Although it may be costly to negotiate and implement risk-based arrangements, these agreements are a valuable tool for testing outcomes in the real world among complex patients, explained Lou Garrison, PhD, professor emeritus in the Department of Pharmacy, University of Washington.
Although it may be costly to negotiate and implement risk-based arrangements, these agreements are a valuable tool for testing outcomes in the real world among complex patients, explained Lou Garrison, PhD, professor emeritus in the Department of Pharmacy, University of Washington.
Transcript (slightly modified)
As we move from fee-for-service to value-based models of care and payment, how are risk-based arrangements meeting the needs of the various stakeholders, including the patient?
At this stage, I wouldn’t say we’re meeting those needs. I would say that there’s tremendous interest around the US healthcare system with many manufacturers and payers looking to outcomes-based agreements. Most times, there’s a lot of discussion and it’s only rarely that something is implemented, and that’s because of things like negotiation issues, the costs of negotiation, the costs of setting up the data infrastructure, make it difficult to reach agreement and measure the things that you need to measure.

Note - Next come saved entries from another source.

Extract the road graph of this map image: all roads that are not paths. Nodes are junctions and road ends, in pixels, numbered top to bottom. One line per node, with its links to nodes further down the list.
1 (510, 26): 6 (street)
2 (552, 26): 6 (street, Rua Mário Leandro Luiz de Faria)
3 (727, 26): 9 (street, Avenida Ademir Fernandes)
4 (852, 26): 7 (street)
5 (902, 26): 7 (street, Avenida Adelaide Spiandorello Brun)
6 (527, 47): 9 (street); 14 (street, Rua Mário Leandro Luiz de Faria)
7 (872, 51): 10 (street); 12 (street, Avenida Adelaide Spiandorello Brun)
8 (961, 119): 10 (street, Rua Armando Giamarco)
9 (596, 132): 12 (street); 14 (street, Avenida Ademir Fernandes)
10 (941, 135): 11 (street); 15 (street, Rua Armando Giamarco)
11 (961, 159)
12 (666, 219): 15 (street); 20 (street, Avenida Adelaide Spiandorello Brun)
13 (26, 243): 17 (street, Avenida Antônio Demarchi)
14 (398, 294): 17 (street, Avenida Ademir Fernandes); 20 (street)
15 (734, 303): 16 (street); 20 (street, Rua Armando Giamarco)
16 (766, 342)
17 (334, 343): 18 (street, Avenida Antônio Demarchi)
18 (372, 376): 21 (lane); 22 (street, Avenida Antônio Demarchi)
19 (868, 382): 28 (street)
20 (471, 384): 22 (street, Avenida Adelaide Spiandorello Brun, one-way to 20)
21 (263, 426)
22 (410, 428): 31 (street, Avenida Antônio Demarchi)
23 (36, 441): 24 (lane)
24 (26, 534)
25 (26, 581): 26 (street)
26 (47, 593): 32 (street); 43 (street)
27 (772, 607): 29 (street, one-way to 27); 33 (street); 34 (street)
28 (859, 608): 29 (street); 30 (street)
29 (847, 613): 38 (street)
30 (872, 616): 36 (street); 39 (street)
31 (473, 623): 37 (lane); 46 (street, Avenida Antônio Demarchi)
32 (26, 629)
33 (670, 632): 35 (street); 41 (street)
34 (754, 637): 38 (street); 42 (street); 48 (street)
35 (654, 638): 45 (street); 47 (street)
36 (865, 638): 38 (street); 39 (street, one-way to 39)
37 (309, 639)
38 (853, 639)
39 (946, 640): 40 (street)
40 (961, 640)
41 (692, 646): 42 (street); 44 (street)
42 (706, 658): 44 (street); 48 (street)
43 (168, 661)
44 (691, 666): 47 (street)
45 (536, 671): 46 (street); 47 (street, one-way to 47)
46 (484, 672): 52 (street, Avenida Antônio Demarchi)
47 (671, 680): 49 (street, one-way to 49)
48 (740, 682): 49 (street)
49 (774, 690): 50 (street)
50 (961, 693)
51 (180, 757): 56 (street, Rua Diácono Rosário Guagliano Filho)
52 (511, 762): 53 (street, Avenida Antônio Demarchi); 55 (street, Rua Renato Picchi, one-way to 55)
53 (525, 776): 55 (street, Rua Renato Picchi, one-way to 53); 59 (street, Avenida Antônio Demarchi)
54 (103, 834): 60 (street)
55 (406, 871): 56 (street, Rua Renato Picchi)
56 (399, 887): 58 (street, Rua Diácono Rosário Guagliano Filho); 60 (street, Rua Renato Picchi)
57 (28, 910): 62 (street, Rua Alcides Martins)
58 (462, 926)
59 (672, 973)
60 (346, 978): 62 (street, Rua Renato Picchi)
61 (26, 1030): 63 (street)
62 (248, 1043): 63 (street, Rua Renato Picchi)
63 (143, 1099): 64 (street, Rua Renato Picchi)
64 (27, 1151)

Now, obviously, in certain circumstances, it’s very difficult to measure long-term outcomes, for example. You have to do long, expensive trials or follow-up, so that makes it a challenge because the decision is often around launch and negotiating the price at launch. I think that’s making it difficult, but it’s clear there’s more interest, and as we improve our data systems, then hopefully we can measure those outcomes.
Again, I look at those agreements as the first step of measuring what happens in the real world, after that trial. We move from a situation where we may have a few hundred patients in a trial, versus up to 10,000 or 30,000 sometimes, but moving into tens of thousands of people in the real world. That’s what we want to see is how things are performing in the real world, in a more complicated mix of patients.